Mısır’daki halk hareketinin üzerinden dört uzun yıl geçti. Onur, hürriyet ve ekmek uğruna verilen bir mücadeleden söz ediyorum. 2011 yılında, yani dört yıl önce bugün Mısır halkı Mübarek diktatörlüğüne “la” dedi. Yani“hayır” dedi. Tam da Mursi’yi iktidara taşıyarak onun ağzından “İllallah”diyordu ki, Sisi darbesi gerçekleşti.

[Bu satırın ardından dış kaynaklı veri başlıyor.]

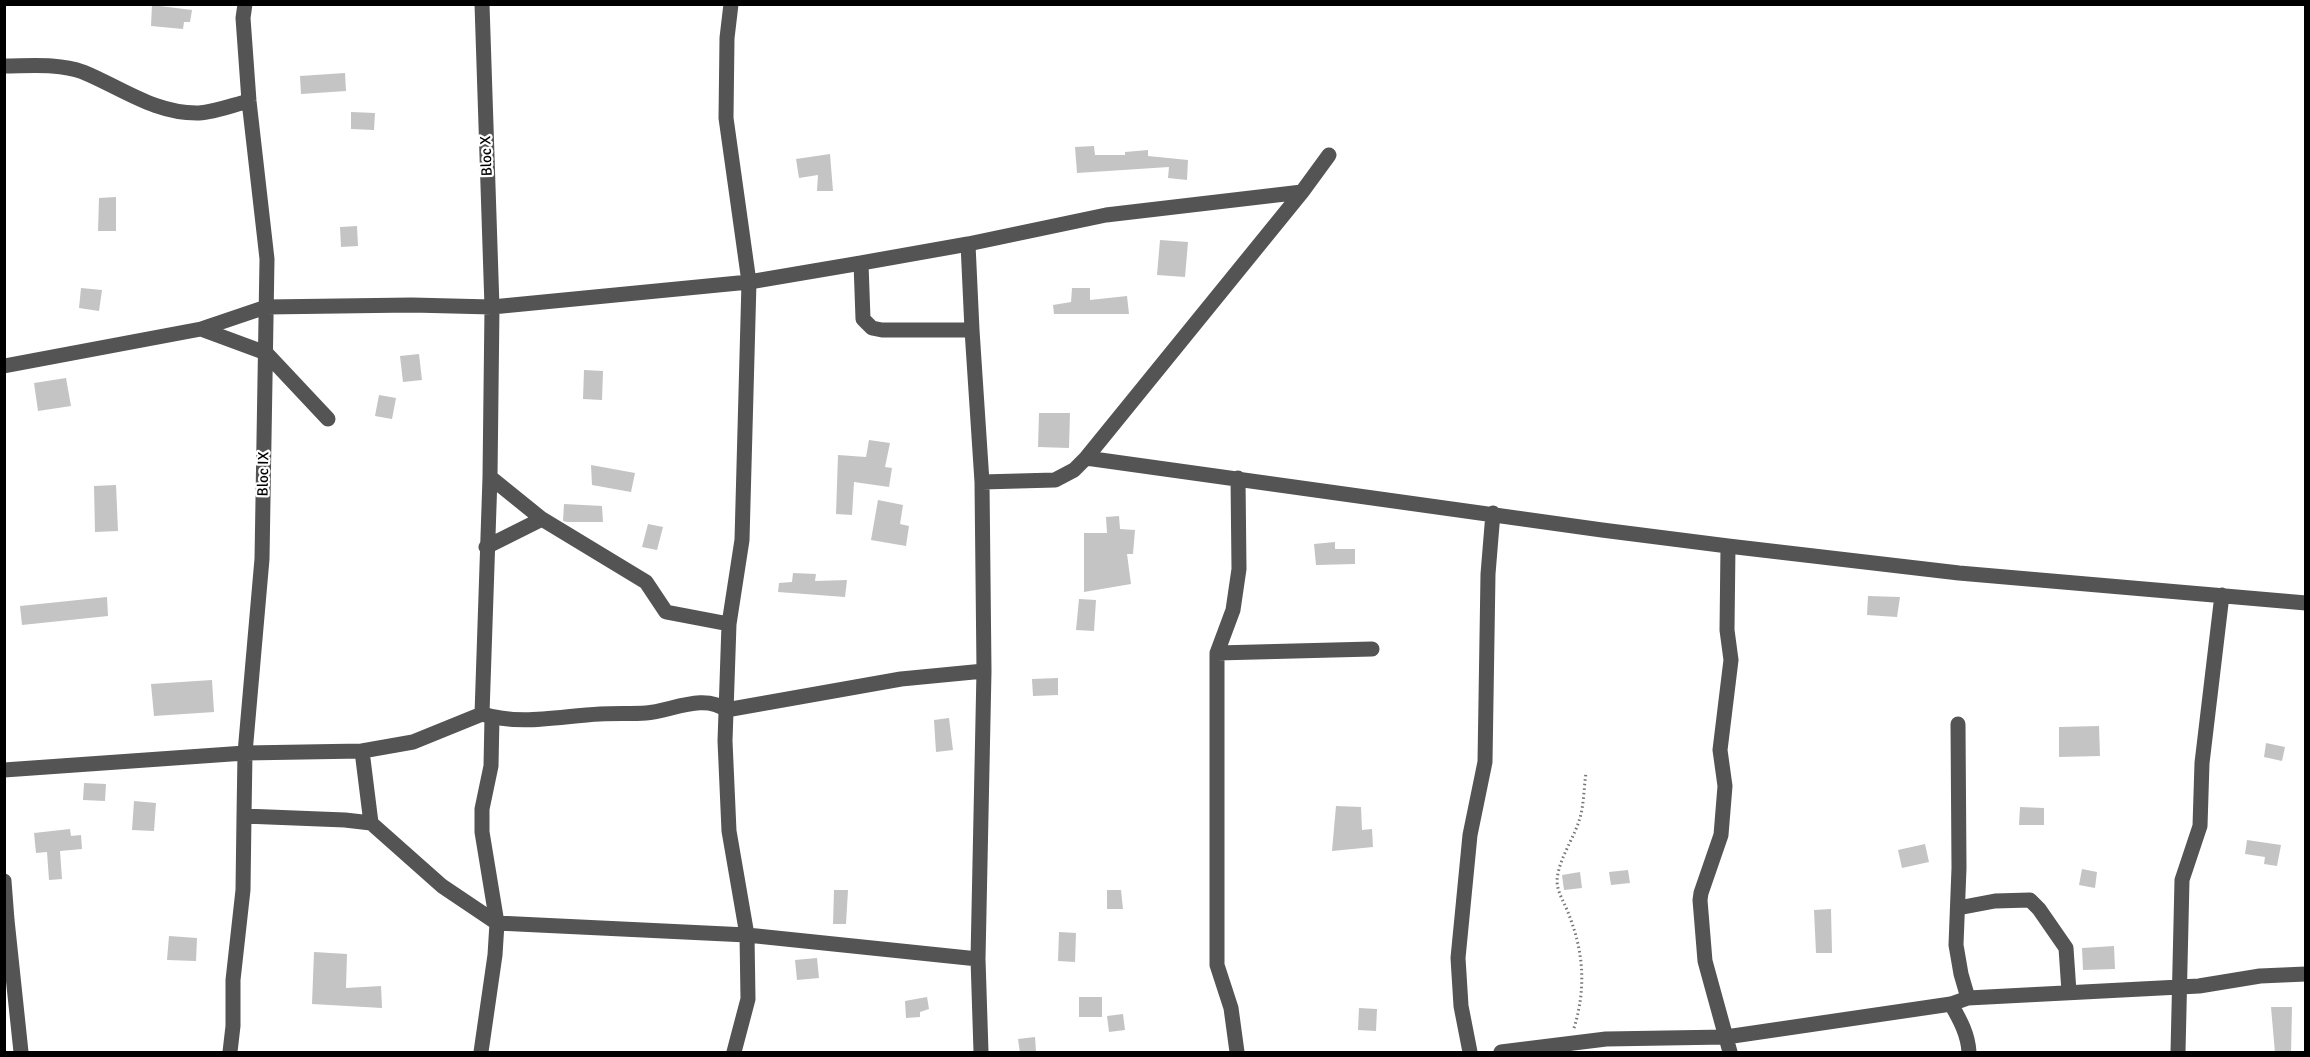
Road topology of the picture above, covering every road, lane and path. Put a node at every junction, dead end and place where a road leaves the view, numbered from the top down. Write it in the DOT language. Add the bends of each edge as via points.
graph roads {
  1 [pos="245,4"];
  2 [pos="482,4"];
  3 [pos="731,4"];
  4 [pos="4,66"];
  5 [pos="249,101"];
  6 [pos="1329,155"];
  7 [pos="1302,192"];
  8 [pos="969,244"];
  9 [pos="861,263"];
  10 [pos="749,282"];
  11 [pos="267,307"];
  12 [pos="492,307"];
  13 [pos="201,329"];
  14 [pos="972,330"];
  15 [pos="266,353"];
  16 [pos="4,366"];
  17 [pos="328,419"];
  18 [pos="1086,458"];
  19 [pos="489,477"];
  20 [pos="1238,478"];
  21 [pos="982,482"];
  22 [pos="1493,513"];
  23 [pos="542,519"];
  24 [pos="1728,546"];
  25 [pos="486,547"];
  26 [pos="2222,595"];
  27 [pos="2306,603"];
  28 [pos="729,624"];
  29 [pos="1372,649"];
  30 [pos="1217,653"];
  31 [pos="984,671"];
  32 [pos="726,710"];
  33 [pos="487,716"];
  34 [pos="1959,724"];
  35 [pos="362,751"];
  36 [pos="245,753"];
  37 [pos="4,770"];
  38 [pos="1586,773"];
  39 [pos="244,816"];
  40 [pos="371,824"];
  41 [pos="4,882"];
  42 [pos="1958,908"];
  43 [pos="497,923"];
  44 [pos="747,935"];
  45 [pos="978,959"];
  46 [pos="2306,974"];
  47 [pos="2179,987"];
  48 [pos="2068,992"];
  49 [pos="1968,998"];
  50 [pos="1951,1004"];
  51 [pos="1726,1037"];
  52 [pos="1569,1046"];
  53 [pos="21,1053"];
  54 [pos="230,1053"];
  55 [pos="481,1053"];
  56 [pos="734,1053"];
  57 [pos="981,1053"];
  58 [pos="1237,1053"];
  59 [pos="1470,1053"];
  60 [pos="1501,1053"];
  61 [pos="1730,1053"];
  62 [pos="1969,1053"];
  63 [pos="2178,1053"];
  1 -- 5 [label="street, Bloc IX"];
  2 -- 12 [label="street, Bloc X"];
  3 -- 10 [label="street" via="726,118"];
  4 -- 5 [label="street" via="50,65 81,72 156,108 201,113"];
  5 -- 11 [label="street, Bloc IX" via="267,259"];
  6 -- 7 [label="street"];
  7 -- 8 [label="street" via="1106,215"];
  7 -- 18 [label="street"];
  8 -- 9 [label="street"];
  8 -- 14 [label="street"];
  9 -- 10 [label="street"];
  9 -- 14 [label="street" via="864,319 872,328"];
  10 -- 12 [label="street"];
  10 -- 28 [label="street" via="742,540"];
  11 -- 12 [label="street"];
  11 -- 13 [label="street"];
  11 -- 15 [label="street, Bloc IX"];
  12 -- 19 [label="street, Bloc X"];
  13 -- 15 [label="street"];
  13 -- 16 [label="street"];
  14 -- 21 [label="street"];
  15 -- 17 [label="street"];
  15 -- 36 [label="street, Bloc IX" via="262,560"];
  18 -- 20 [label="street"];
  18 -- 21 [label="street" via="1055,480"];
  19 -- 23 [label="street"];
  19 -- 25 [label="street, Bloc X"];
  20 -- 22 [label="street"];
  20 -- 30 [label="street" via="1239,569 1233,610"];
  21 -- 31 [label="street"];
  22 -- 24 [label="street"];
  22 -- 59 [label="street" via="1488,574 1485,762 1470,835 1458,958 1461,1006"];
  23 -- 25 [label="street"];
  23 -- 28 [label="street" via="646,582 666,612"];
  24 -- 26 [label="street" via="1959,573"];
  24 -- 51 [label="street" via="1727,630 1731,660 1720,750 1725,786 1721,835 1700,900 1705,961"];
  25 -- 33 [label="street, Bloc X"];
  26 -- 27 [label="street"];
  26 -- 47 [label="street" via="2202,763 2200,826 2182,880"];
  28 -- 32 [label="street"];
  29 -- 30 [label="street"];
  30 -- 58 [label="street" via="1217,965 1231,1008"];
  31 -- 32 [label="street" via="900,679"];
  31 -- 45 [label="street"];
  32 -- 33 [label="street" via="705,703 648,713 541,720 511,721"];
  32 -- 44 [label="street" via="729,831"];
  33 -- 35 [label="street" via="414,742"];
  33 -- 43 [label="street, Bloc X" via="491,766 482,832"];
  34 -- 42 [label="street"];
  35 -- 36 [label="street"];
  35 -- 40 [label="street"];
  36 -- 37 [label="street"];
  36 -- 39 [label="street, Bloc IX"];
  38 -- 52 [label="path" via="1581,815 1557,880 1583,968 1581,1007"];
  39 -- 40 [label="street"];
  39 -- 54 [label="street, Bloc IX" via="243,890"];
  40 -- 43 [label="street" via="442,886"];
  41 -- 53 [label="street"];
  42 -- 48 [label="street" via="2030,900 2066,948"];
  42 -- 49 [label="street" via="1956,945"];
  43 -- 44 [label="street"];
  43 -- 55 [label="street, Bloc X"];
  44 -- 45 [label="street"];
  44 -- 56 [label="street" via="748,999"];
  45 -- 57 [label="street"];
  46 -- 47 [label="street"];
  47 -- 48 [label="street"];
  47 -- 63 [label="street"];
  48 -- 49 [label="street"];
  49 -- 50 [label="street"];
  50 -- 51 [label="street"];
  50 -- 62 [label="street" via="1962,1022"];
  51 -- 52 [label="street" via="1606,1040"];
  51 -- 61 [label="street"];
  52 -- 60 [label="street"];
}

Tunus’tan sonra halk hareketinin ilk kıvılcımları Tahrir meydanında görülmeye başladı. 11 Şubat 2011 tarihinde Mısır Cumhurbaşkanı Hüsnü Mübarek gösteriler nedeniyle istifa etti. 25 Ocak günü Kahire, Süveyş, İskenderiye ve İsmailiye’ye yayılan olaylar o güne “öfke günü” denmesine sebeb oldu.. 30 Haziran 2012’de Muhammed Mursi halkın seçtiği ilk Cumhurbaşkanı oldu. 2 Temmuz 2013’de de Sisi askeri darbesi yönetime el konuldu.. Tarafsız gözlemcilerin ifadelerine göre 2000’den fazla kişi darbeciler tarafından katledildi. 3000’den fazla yaralı var. Halen birçok kişi tutuklu ve kayıp. Halen darbeci generaller işbaşında. Mursi tutuklu. Hüsnü Mübarek ve çocukları ise serbest bırakıldı. Bu süreçte, batılı ülkelerin teşviki ile, Baradey gibi, Nobel barış ödülü verilen bir kişi Sisi gibi bir darbeci generale danışman yapılmak istendi. Bu arada batılı ülkeler ve ABD darbeye “darbe”, darbeciye “darbeci” diyemedi. İlk günden bugüne kriz derinleşerek devam ediyor. Arap dünyası kan gölü. Yemen’de Şii Husi silahlı grubları, Cumhurbaşkanlığı ve Başbakanlık binasını işgal ettiler. Suriye ve Irak’da terör çeşitlenerek daha fazla can almaya devam ediyor.. Libya’da da durum pek içaçıcı değil. Birçok Afrika ülkesinde durum, Suriye ve Irak’tan çok da farklı değil. İslamifobya bahane, malzeme üretmek için, adeta batılı istihbarat örgütlerinin gözetiminde kriz bölgelerinde kanlı oyunlar sahneleniyor. Marka krizler, terör markaları üretiliyor.. Terör örgütlerinin PR’ları yapılıyor.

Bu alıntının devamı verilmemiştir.